One of the comments (under the article) is very apt: better wording would have been to say "serendipitous" instead of "accidental".

This guy is sort of a hero, IMO. Given that this is affecting healthcare systems, he might very well have actually saved a bunch of lives! I hope he slept well, totally deserved it :)


"Please turn JavaScript on and reload the page."

Uh, no. Here's an archived copy:

https://archive.fo/BhLZn


Does someone know what this domain actually is?

EDIT: After looking explicitly for it I found www.iuqerfsodp9ifjaposdfjhgosurijfaewrwergwea.com.


Is that a Welsh company?


You can tell it's _not_ Cymraeg because of the "j"s.

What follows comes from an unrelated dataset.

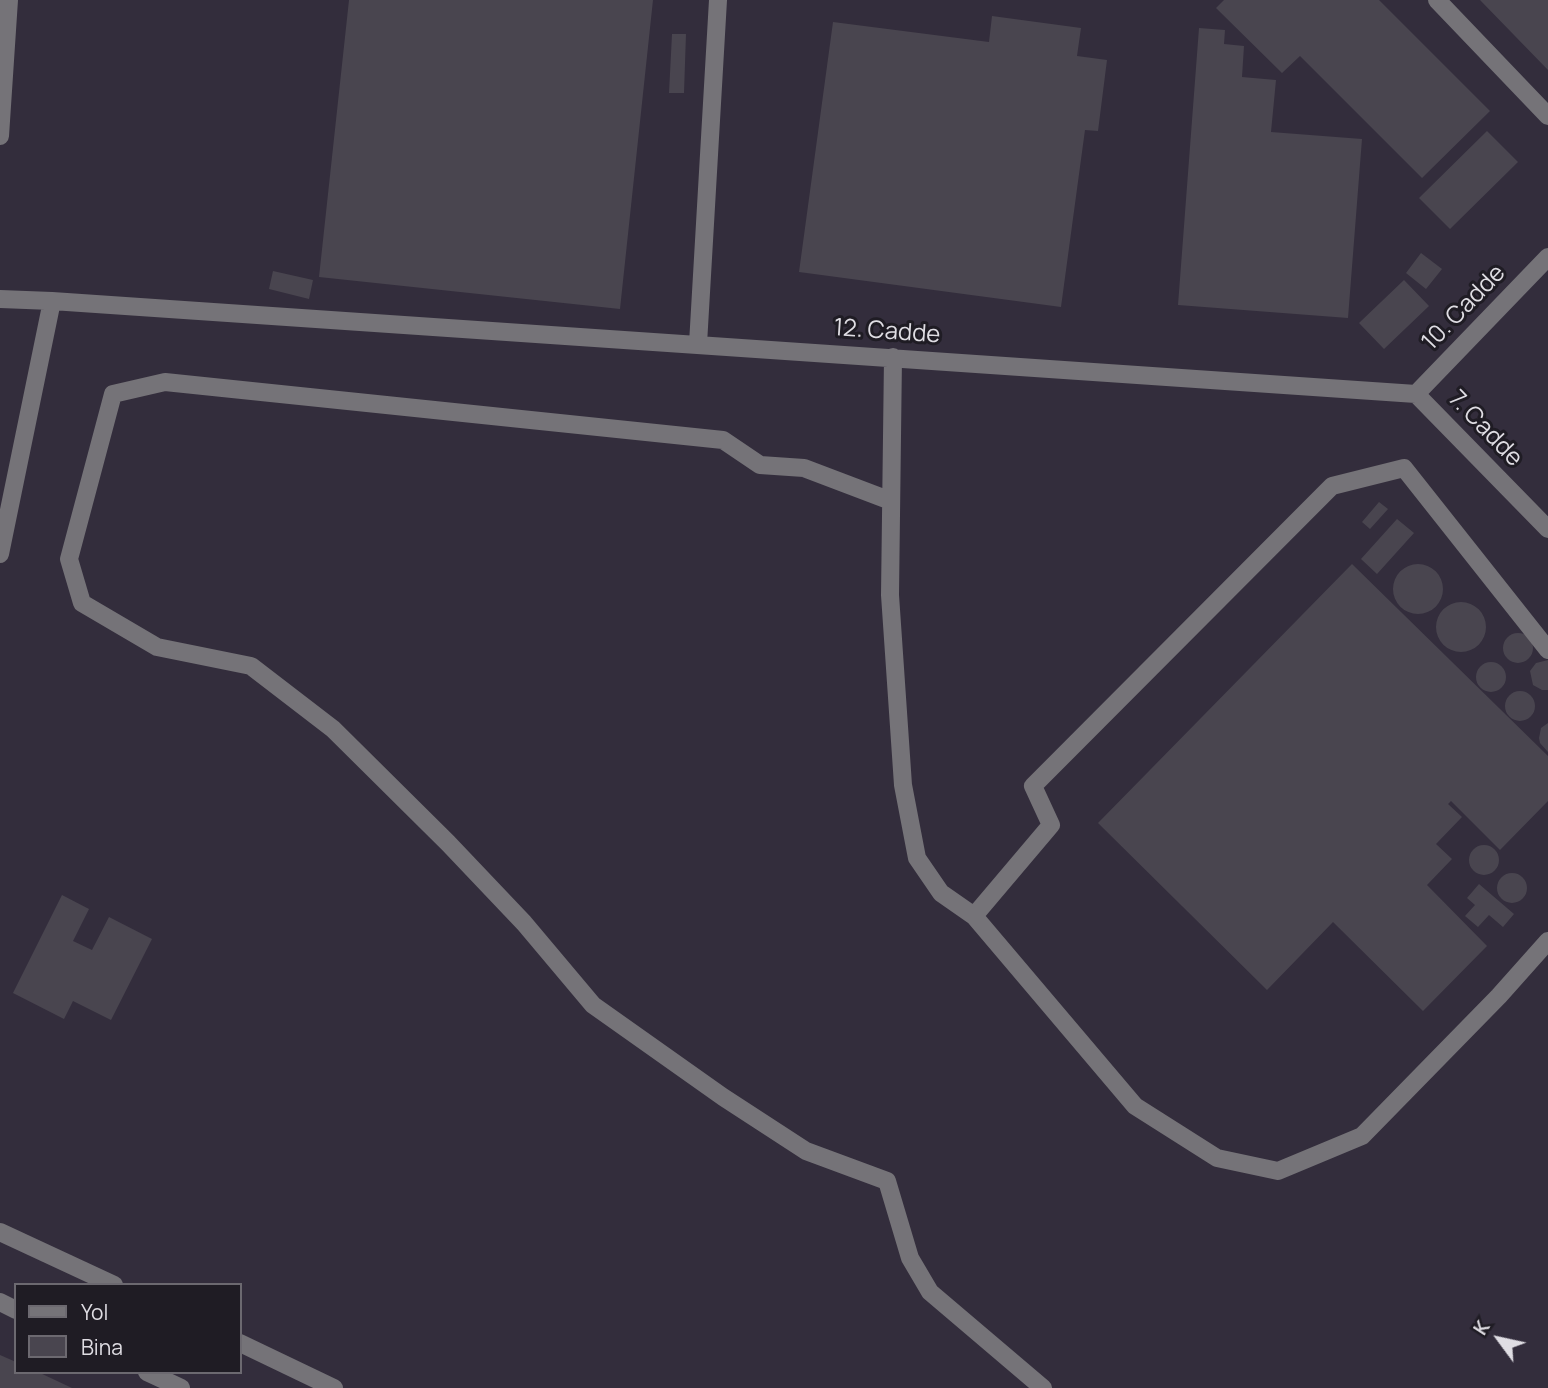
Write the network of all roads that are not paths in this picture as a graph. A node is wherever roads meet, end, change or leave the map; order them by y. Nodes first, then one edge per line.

Despite Jones being the stereotypical name for people in Wales, the old Welsh language, Cymraeg, doesn't have a J, nor have Z, K, V, X (IIRC). Jones is an English loanword, brought over apparently with the Norman conquest (though derived from Hebrew).

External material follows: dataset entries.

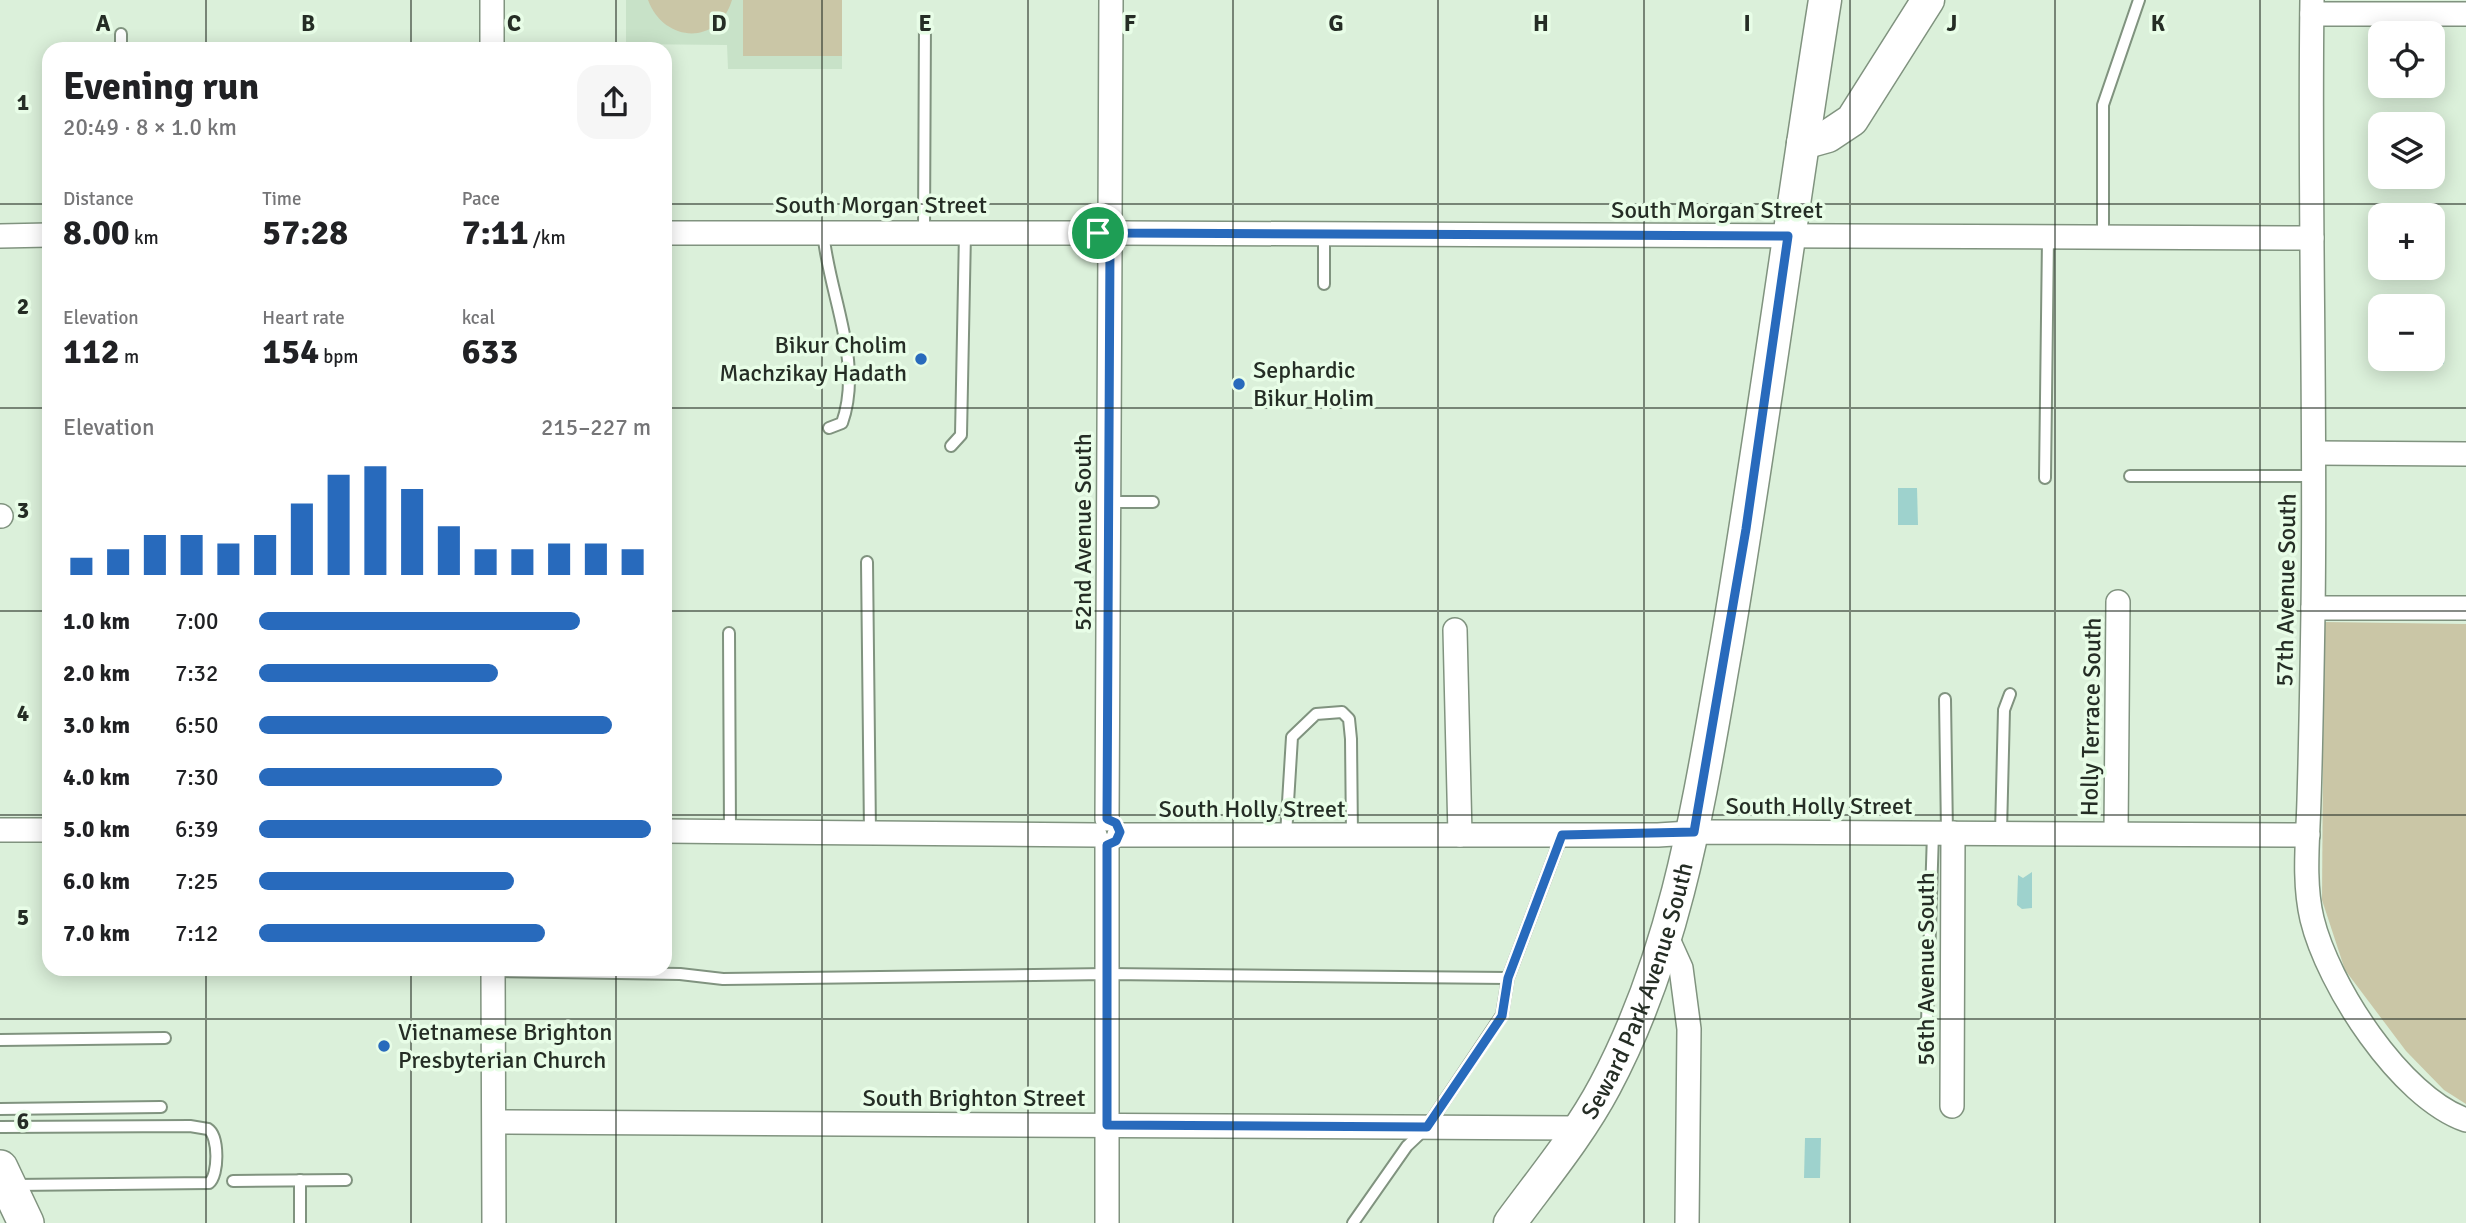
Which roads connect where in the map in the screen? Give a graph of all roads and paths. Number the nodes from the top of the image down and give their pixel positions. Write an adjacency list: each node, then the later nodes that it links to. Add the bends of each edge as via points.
1 (492, 0): 11 (street)
2 (1111, 0): 17 (street, 52nd Avenue South)
3 (1825, 0): 12 (main road, Seward Park Avenue South)
4 (1928, 0): 12 (main road, via 1852,120 1828,136)
5 (2139, 0): 23 (lane, via 2103,105)
6 (2312, 7): 7 (street); 24 (street, 57th Avenue South)
7 (2466, 14)
8 (925, 19): 13 (lane)
9 (121, 34): 10 (lane)
10 (121, 42)
11 (492, 42)
12 (1803, 142): 21 (main road, Seward Park Avenue South)
13 (924, 230): 14 (street, South Morgan Street); 15 (street, South Morgan Street)
14 (965, 230): 17 (street, South Morgan Street); 27 (lane, via 961,435)
15 (823, 231): 16 (street, South Morgan Street); 26 (lane, via 847,357 848,406 842,422)
16 (672, 233)
17 (1110, 233): 19 (street, South Morgan Street); 33 (street, 52nd Avenue South)
18 (42, 235): 20 (street)
19 (1324, 235): 21 (street, South Morgan Street); 25 (lane)
20 (0, 236)
21 (1788, 236): 22 (street, South Morgan Street); 47 (main road, Seward Park Avenue South, via 1746,529)
22 (2048, 237): 23 (street, South Morgan Street); 32 (lane)
23 (2103, 238): 24 (street, South Morgan Street)
24 (2312, 238): 28 (street, 57th Avenue South)
25 (1324, 284)
26 (829, 428)
27 (951, 446)
28 (2315, 453): 29 (street); 31 (street, 57th Avenue South)
29 (2466, 454)
30 (2130, 476): 31 (lane)
31 (2314, 476): 37 (street, 57th Avenue South)
32 (2045, 478)
33 (1110, 502): 34 (lane); 52 (street, 52nd Avenue South)
34 (1153, 502)
35 (867, 562): 50 (lane)
36 (2118, 602): 49 (street, Holly Terrace South)
37 (2313, 608): 38 (street); 57 (street, 57th Avenue South)
38 (2466, 608)
39 (1455, 630): 55 (street)
40 (729, 633): 46 (lane)
41 (2010, 694): 48 (lane, via 2004,710)
42 (1945, 699): 51 (lane)
43 (0, 830): 44 (street)
44 (42, 830)
45 (672, 831): 46 (street, South Holly Street)
46 (730, 831): 50 (street, South Holly Street)
47 (1694, 832): 51 (street, South Holly Street); 56 (street, South Holly Street); 58 (main road, Seward Park Avenue South)
48 (2001, 832): 49 (street, South Holly Street); 51 (street, South Holly Street)
49 (2116, 832): 57 (street, South Holly Street)
50 (870, 833): 52 (street, South Holly Street)
51 (1944, 833): 63 (lane); 66 (street, 56th Avenue South)
52 (1107, 834): 53 (street, South Holly Street); 60 (street, 52nd Avenue South)
53 (1286, 835): 54 (street, South Holly Street); 54 (lane, via 1292,737 1316,714 1342,712 1349,719 1352,739)
54 (1352, 835): 55 (street, South Holly Street)
55 (1460, 835): 56 (street, South Holly Street)
56 (1562, 835): 62 (lane)
57 (2308, 835): 69 (street, 57th Avenue South, via 2312,918 2334,979 2386,1056 2434,1103)
58 (1667, 937): 74 (main road, Seward Park Avenue South, via 1606,1085); 85 (street, via 1681,968 1689,1029)
59 (672, 974): 60 (lane, via 723,979)
60 (1107, 974): 62 (lane); 71 (street, 52nd Avenue South)
61 (494, 976): 70 (street)
62 (1508, 978): 73 (lane, via 1502,1016)
63 (1927, 1023)
64 (165, 1038): 65 (lane)
65 (0, 1040)
66 (1952, 1106)
67 (161, 1107): 68 (lane)
68 (0, 1110)
69 (2466, 1120)
70 (495, 1122): 71 (street, South Brighton Street); 81 (street)
71 (1107, 1125): 73 (street, South Brighton Street); 82 (street, 52nd Avenue South)
72 (0, 1127): 75 (lane, via 190,1126 208,1129 215,1137 215,1174 209,1183)
73 (1427, 1127): 74 (street, South Brighton Street); 83 (lane, via 1407,1146)
74 (1579, 1128): 84 (main road, Seward Park Avenue South)
75 (4, 1176): 79 (main road)
76 (300, 1180): 77 (lane); 78 (lane); 80 (lane)
77 (346, 1180)
78 (233, 1181)
79 (26, 1223)
80 (300, 1223)
81 (494, 1223)
82 (1107, 1223)
83 (1353, 1223)
84 (1510, 1223)
85 (1686, 1223)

The modern language of Wales is of course British English with a ~100% use rate; Cymraeg still has an approx 8% (but falling) of the population who say when surveyed that they can speak it fluently, however.

Yeah, I'm terrible at parties.


...says adolph. The Germans, however, use much shorter terms like "Rechtsschutzversicherungsgesellschaften". :-)

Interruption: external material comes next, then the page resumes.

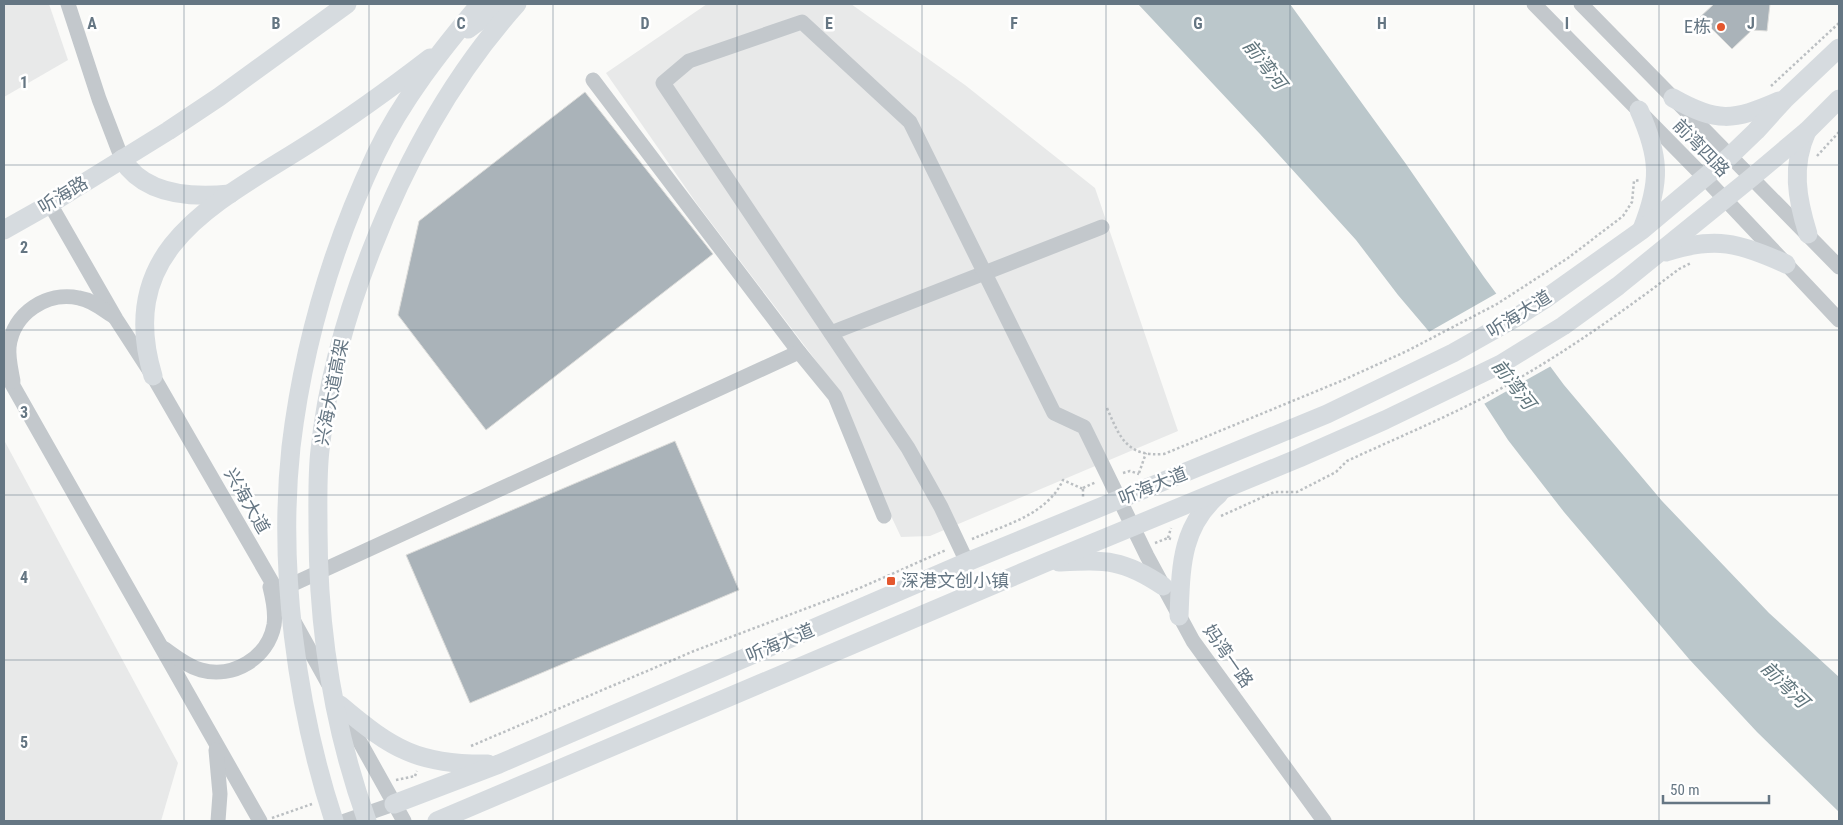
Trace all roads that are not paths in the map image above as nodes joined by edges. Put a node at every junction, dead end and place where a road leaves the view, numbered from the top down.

Rechtsschutzversicherungsgesellschaften German Noun

- insurance company which provides legal protection


My guess was going to be left-handed bricklayers that wear blue hats. Close.


Off-topic, but I think that traditionally, the longest official word in German was "Rindfleischetikettierungsüberwachungsaufgabenübertragungsgesetz", the name for a law about testing and labeling of beef, now repealed. This word (63 letters) was of course not in everyday use by most people, but it was actually in the law.


"Llanfairpwllgwyngyllgogerychwyrndrobwllllantysiliogogogoch" - town in Wales.

Edit: https://en.wikipedia.org/wiki/Llanfairpwllgwyngyll


Will visiting that URL cause my IP to "hit" on https://intel.malwaretech.com/WannaCrypt.html now?

The map is populating much faster now, maybe they integrated it with the URL?


Say that 5 times fast, I dare you.


The registered domain gwea.com: http://www.thedailybeast.com/articles/2017/05/12/stolen-nsa-...

Edit: I'm not so sure now. The whois record seems to suggest recent activity:

   Domain Name: GWEA.COM
   Registrar: 22NET, INC.
   Sponsoring Registrar IANA ID: 1555
   Whois Server: whois.22.cn
   Referral URL: http://www.22.cn
   Name Server: PK3.22.CN
   Name Server: PK4.22.CN
   Status: clientDeleteProhibited https://icann.org/epp#clientDeleteProhibited
   Status: clientTransferProhibited https://icann.org/epp#clientTransferProhibited
   Updated Date: 18-mar-2017
   Creation Date: 17-mar-1999
   Expiration Date: 17-mar-2018


ends with "gwea.com". Big difference.


At the risk of losing more karma... isn't the domain registered to stop this gwea.com itself?

The hacker, though, didn’t register the gwea.com domain name. On Friday morning, a 22-year-old UK security researcher known online as MalwareTech noticed the address in WannaCry’s code and found that it was still available. “I saw it wasn’t registered and thought, ‘I think I’ll have that,’” he says. He purchased it at NameCheap.com for $10.69, and [...] [1]

If it is, it seems to contradict the whois record.

[1]: http://www.thedailybeast.com/articles/2017/05/12/stolen-nsa-...


The domain is not gwea.com, it ends in gwea.com. Two paragraphs above your quote in the article:

> a dot-com address consisting of a long string of gobbledygook letters and numbers ending in “gwea.com”

jstoja mentions it above: iuqerfsodp9ifjaposdfjhgosurijfaewrwergwea.com


My bad, I had misunderstood it completely. Thanks.